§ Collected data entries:
== Segment start ==
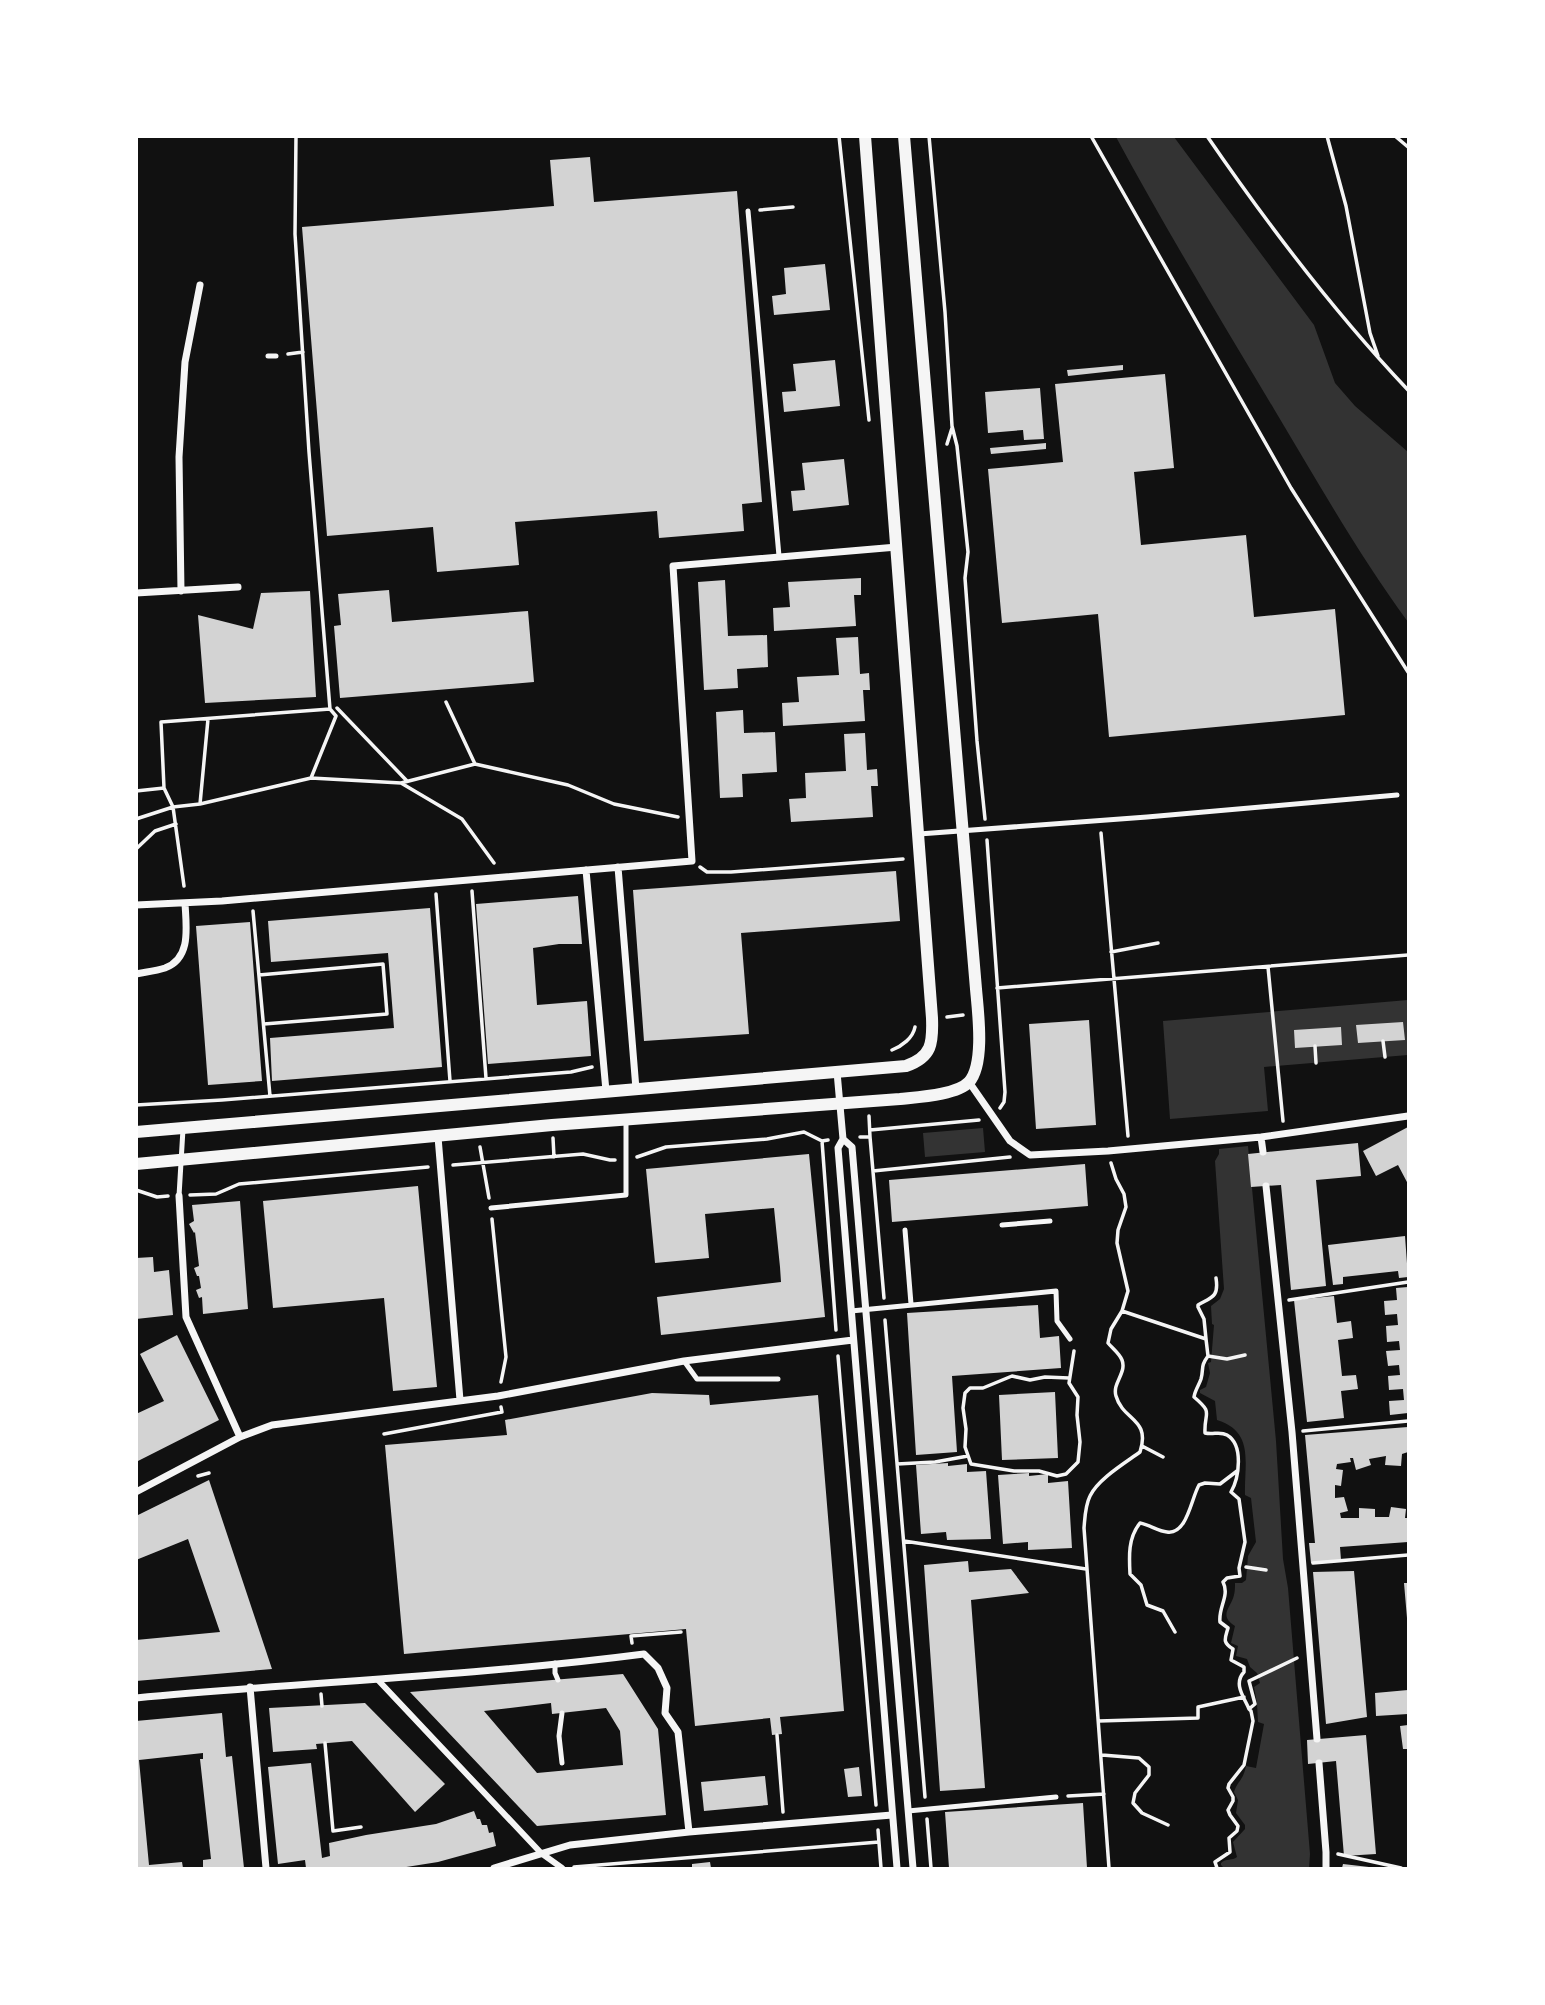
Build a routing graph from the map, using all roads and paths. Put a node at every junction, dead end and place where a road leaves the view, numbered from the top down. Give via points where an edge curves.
1 (296, 136) edge
2 (839, 136) edge
3 (865, 136) edge
4 (904, 136) edge
5 (1091, 136) edge
6 (1207, 136) edge
7 (1327, 136) edge
8 (1395, 136) edge
9 (1409, 147) edge
10 (793, 207) dead end
11 (748, 211) joint
12 (136, 218) edge
13 (136, 240) edge
14 (200, 285) dead end
15 (268, 356) dead end
16 (276, 356) dead end
17 (1378, 358) junction
18 (1409, 390) edge
19 (869, 423) dead end
20 (952, 428) dead end
21 (946, 445) dead end
22 (897, 547) junction
23 (779, 556) junction
24 (958, 578) dead end
25 (966, 585) dead end
26 (238, 587) dead end
27 (181, 591) junction
28 (136, 593) edge
29 (1409, 672) edge
30 (446, 702) dead end
31 (337, 708) dead end
32 (330, 709) junction
33 (208, 719) junction
34 (475, 764) junction
35 (311, 778) junction
36 (407, 781) junction
37 (401, 783) junction
38 (164, 788) junction
39 (136, 791) edge
40 (1397, 795) dead end
41 (200, 804) junction
42 (173, 807) junction
43 (680, 817) dead end
44 (136, 819) edge
45 (1100, 821) junction
46 (176, 824) junction
47 (963, 831) junction
48 (919, 834) junction
49 (136, 849) edge
50 (692, 861) junction
51 (494, 863) dead end
52 (618, 867) junction
53 (586, 870) junction
54 (904, 871) dead end
55 (471, 880) junction
56 (436, 883) junction
57 (184, 886) dead end
58 (252, 898) junction
59 (185, 903) junction
60 (136, 905) edge
61 (1158, 943) dead end
62 (1111, 952) junction
63 (1409, 955) edge
64 (1268, 967) junction
65 (136, 974) edge
66 (259, 975) junction
67 (1114, 979) junction
68 (997, 988) dead end
69 (999, 1012) dead end
70 (978, 1014) junction
71 (932, 1018) junction
72 (264, 1024) junction
73 (1383, 1041) dead end
74 (1315, 1046) dead end
75 (886, 1051) dead end
76 (1385, 1057) dead end
77 (1316, 1063) dead end
78 (603, 1065) junction
79 (837, 1072) junction
80 (485, 1078) junction
81 (450, 1081) junction
82 (969, 1082) junction
83 (636, 1089) junction
84 (606, 1091) junction
85 (270, 1096) junction
86 (840, 1103) junction
87 (136, 1105) edge
88 (1409, 1116) edge
89 (626, 1120) junction
90 (183, 1129) junction
91 (870, 1130) dead end
92 (136, 1132) edge
93 (552, 1132) dead end
94 (1284, 1134) junction
95 (438, 1137) junction
96 (870, 1137) junction
97 (1261, 1137) junction
98 (843, 1139) junction
99 (822, 1141) junction
100 (1129, 1150) junction
101 (1108, 1151) junction
102 (1263, 1152) dead end
103 (1030, 1155) junction
104 (554, 1157) junction
105 (626, 1158) junction
106 (181, 1159) junction
107 (483, 1162) junction
108 (136, 1164) edge
109 (440, 1166) junction
110 (873, 1171) junction
111 (1266, 1186) dead end
112 (136, 1190) edge
113 (179, 1196) junction
114 (491, 1208) junction
115 (1051, 1220) dead end
116 (1002, 1225) dead end
117 (905, 1230) dead end
118 (1216, 1278) dead end
119 (1409, 1282) edge
120 (1278, 1301) junction
121 (911, 1304) junction
122 (884, 1306) junction
123 (866, 1309) junction
124 (851, 1311) junction
125 (1122, 1311) junction
126 (1070, 1339) joint
127 (1206, 1339) junction
128 (853, 1340) junction
129 (837, 1342) junction
130 (1245, 1355) dead end
131 (1208, 1356) junction
132 (684, 1361) junction
133 (1069, 1378) junction
134 (778, 1379) dead end
135 (498, 1396) junction
136 (460, 1400) junction
137 (1409, 1422) edge
138 (1292, 1432) junction
139 (384, 1434) dead end
140 (240, 1437) junction
141 (1142, 1446) junction
142 (968, 1456) junction
143 (1163, 1457) dead end
144 (897, 1464) junction
145 (1237, 1471) junction
146 (136, 1492) edge
147 (904, 1541) junction
148 (1409, 1555) edge
149 (1303, 1564) junction
150 (1246, 1567) dead end
151 (1086, 1569) junction
152 (1266, 1570) dead end
153 (681, 1632) dead end
154 (1175, 1632) dead end
155 (632, 1640) dead end
156 (1298, 1658) dead end
157 (555, 1663) junction
158 (377, 1680) junction
159 (558, 1680) dead end
160 (250, 1687) junction
161 (1244, 1697) junction
162 (136, 1698) edge
163 (1249, 1709) junction
164 (562, 1713) dead end
165 (1099, 1721) junction
166 (777, 1735) dead end
167 (1317, 1740) dead end
168 (325, 1744) dead end
169 (1102, 1755) junction
170 (562, 1763) dead end
171 (1319, 1763) dead end
172 (1104, 1794) junction
173 (1056, 1797) joint
174 (926, 1809) junction
175 (908, 1811) junction
176 (892, 1815) junction
177 (877, 1816) junction
178 (784, 1824) junction
179 (1168, 1825) dead end
180 (361, 1827) dead end
181 (689, 1832) junction
182 (879, 1842) junction
183 (1326, 1852) junction
184 (541, 1853) junction
185 (266, 1868) edge
186 (494, 1868) edge
187 (562, 1868) edge
188 (570, 1868) edge
189 (881, 1868) edge
190 (897, 1868) edge
191 (913, 1868) edge
192 (931, 1868) edge
193 (1109, 1868) edge
194 (1217, 1868) edge
195 (1326, 1868) edge
196 (1401, 1868) edge

1 - 32 path via 295,234
2 - 19 path
3 - 22 street
4 - 47 street
5 - 29 path via 1291,488
6 - 17 path via 1247,194
7 - 17 path
8 - 9 path
10 - 11 path
11 - 23 lane
12 - 13 path
14 - 27 street via 186,362 179,457
15 - 16 lane
17 - 18 path
20 - 21 path
22 - 23 street
22 - 48 street
23 - 50 street via 673,566
24 - 25 path
26 - 27 street
27 - 28 street
30 - 34 path
31 - 36 path
32 - 33 path
32 - 35 path via 336,716
33 - 38 path via 161,722
33 - 41 path
34 - 36 path
34 - 43 path via 568,785 614,804
35 - 37 path
35 - 41 path
36 - 37 path
37 - 51 path via 462,819
38 - 39 path
38 - 42 path
40 - 45 lane
41 - 42 path
42 - 44 path
42 - 46 path
45 - 47 lane
45 - 62 path
46 - 49 path via 155,831
46 - 57 path
47 - 48 lane
47 - 70 street
48 - 71 street
50 - 52 street
50 - 54 path via 707,872 731,872 902,859
52 - 53 street
52 - 83 street
53 - 55 street
53 - 78 street
55 - 56 street
55 - 80 path
56 - 58 street
56 - 81 path
58 - 59 street
58 - 66 path
59 - 60 street
59 - 65 street via 186,942 179,959 166,968
61 - 62 path
62 - 67 path
63 - 64 path
64 - 67 path
64 - 94 path
66 - 72 path
66 - 72 path via 383,964 387,1014
67 - 68 path
67 - 100 path
69 - 70 path
70 - 71 path
70 - 82 street via 977,1064
71 - 75 path via 916,1018 914,1032 904,1044
71 - 79 street via 932,1045 916,1063
72 - 85 path
73 - 76 path
74 - 77 path
78 - 80 path
78 - 84 street
79 - 83 street
79 - 86 street
80 - 81 path
81 - 85 path
82 - 86 street via 937,1094
82 - 103 street via 1010,1141
83 - 84 street
84 - 90 street
85 - 87 path
86 - 89 street
86 - 98 street
88 - 94 street
89 - 95 street
89 - 105 lane
90 - 92 street
90 - 106 lane
91 - 96 path
93 - 104 path
94 - 97 street
95 - 106 street
95 - 109 street
96 - 98 path
96 - 110 path
97 - 100 street
97 - 102 street
98 - 99 path
98 - 123 street via 852,1147
98 - 124 street via 838,1148
99 - 105 path via 804,1132 666,1147
99 - 129 path
100 - 101 street
101 - 103 street
101 - 125 path via 1126,1207 1117,1243 1128,1291
103 - 110 path
104 - 105 path
104 - 107 path
105 - 114 lane via 626,1195
106 - 108 street
106 - 113 lane
107 - 109 path
107 - 114 path
109 - 113 path via 239,1184 216,1194
109 - 136 street
110 - 122 path
111 - 120 street
112 - 113 path via 157,1197
113 - 140 street via 186,1317
114 - 135 path via 506,1357
115 - 116 lane
117 - 121 lane
118 - 127 path via 1214,1294 1198,1305
119 - 120 path
120 - 138 street
121 - 122 lane
121 - 126 lane via 1056,1291 1057,1321
122 - 123 lane
122 - 144 path
123 - 124 lane
123 - 175 street
124 - 128 street
125 - 127 path
125 - 141 path via 1108,1336 1123,1362 1115,1394 1141,1428
126 - 133 path via 1074,1350
127 - 131 path
128 - 129 street
128 - 176 street
129 - 132 street
129 - 177 path
130 - 131 path via 1227,1359
131 - 145 path via 1194,1396 1207,1410 1205,1433 1225,1433 1234,1440 1239,1453
132 - 134 lane via 697,1379
132 - 135 street
133 - 142 path via 1009,1376 992,1386 970,1388 963,1408
133 - 142 path via 1077,1397 1080,1442 1077,1462 1066,1474 988,1468 971,1464
135 - 136 street
135 - 139 path via 502,1412
136 - 140 street via 272,1425
137 - 138 path
138 - 149 street
140 - 146 street
141 - 143 path
141 - 151 path via 1090,1494 1084,1528
142 - 144 path
144 - 147 path
145 - 154 path via 1220,1484 1199,1485 1182,1528 1163,1532 1140,1523 1131,1539 1130,1574 1141,1585 1147,1605 1163,1611
145 - 161 path via 1231,1492 1239,1499 1245,1542 1240,1576 1223,1582 1226,1596 1219,1617 1228,1628 1224,1641 1233,1649 1231,1660 1244,1667 1239,1683
147 - 151 path
147 - 174 path
148 - 149 path
149 - 167 street
150 - 152 path
151 - 165 path
153 - 155 path via 631,1636
156 - 163 path via 1249,1681 1255,1704
157 - 158 street
157 - 159 lane
157 - 181 street via 644,1654 658,1668 667,1688 665,1713 678,1732
158 - 160 street
158 - 184 street
160 - 162 street
160 - 185 street
161 - 163 path
161 - 165 path via 1198,1707 1198,1718
163 - 194 path via 1252,1721 1244,1765 1228,1788 1233,1797 1228,1810 1237,1831 1229,1838 1230,1852 1215,1862
164 - 170 lane
165 - 169 path
166 - 178 path
168 - 180 path via 333,1831
169 - 172 path
169 - 179 path via 1139,1758 1149,1767 1133,1803 1142,1814
171 - 183 street
172 - 173 path
172 - 193 path
173 - 174 lane
174 - 175 lane
174 - 192 path
175 - 191 street
176 - 177 street
176 - 190 street
177 - 178 street
177 - 182 path
178 - 181 street
181 - 184 street via 570,1845
182 - 188 path
182 - 189 path
183 - 195 street
183 - 196 path
184 - 186 street
184 - 187 street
== Segment end ==
§ PROBLEM REQUIREMENTS:
Show each line of the data that contains the string "joint".

§ TASK RESULT:
11 (748, 211) joint
126 (1070, 1339) joint
173 (1056, 1797) joint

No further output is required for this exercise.